**Materials provided**:
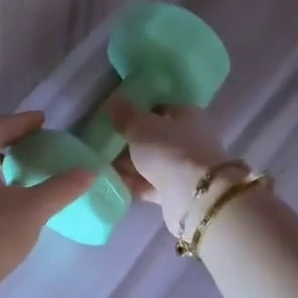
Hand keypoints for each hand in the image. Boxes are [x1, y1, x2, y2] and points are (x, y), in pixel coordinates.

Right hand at [105, 97, 236, 236]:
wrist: (194, 197)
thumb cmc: (169, 150)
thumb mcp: (141, 126)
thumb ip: (126, 114)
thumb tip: (114, 100)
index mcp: (188, 116)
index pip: (161, 109)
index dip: (138, 113)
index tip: (115, 119)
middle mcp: (191, 140)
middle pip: (156, 137)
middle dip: (131, 141)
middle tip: (105, 143)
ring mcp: (186, 167)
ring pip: (153, 162)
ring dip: (131, 164)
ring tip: (103, 164)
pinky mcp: (179, 192)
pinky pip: (151, 184)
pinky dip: (135, 183)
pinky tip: (114, 182)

**Task instructions**:
Only the lines from the one that contains "index tip: (115, 119)" to the end of the data should be output, exactly as they appear.

**Solution to this exercise**:
index tip: (115, 119)
middle mcp: (191, 140)
middle pip: (156, 137)
middle dip: (131, 141)
middle tip: (105, 143)
ring mcp: (186, 167)
ring pip: (153, 162)
ring dip: (131, 164)
ring tip: (103, 164)
pinky mcp: (179, 192)
pinky pip: (151, 184)
pinky dip: (135, 183)
pinky tip: (114, 182)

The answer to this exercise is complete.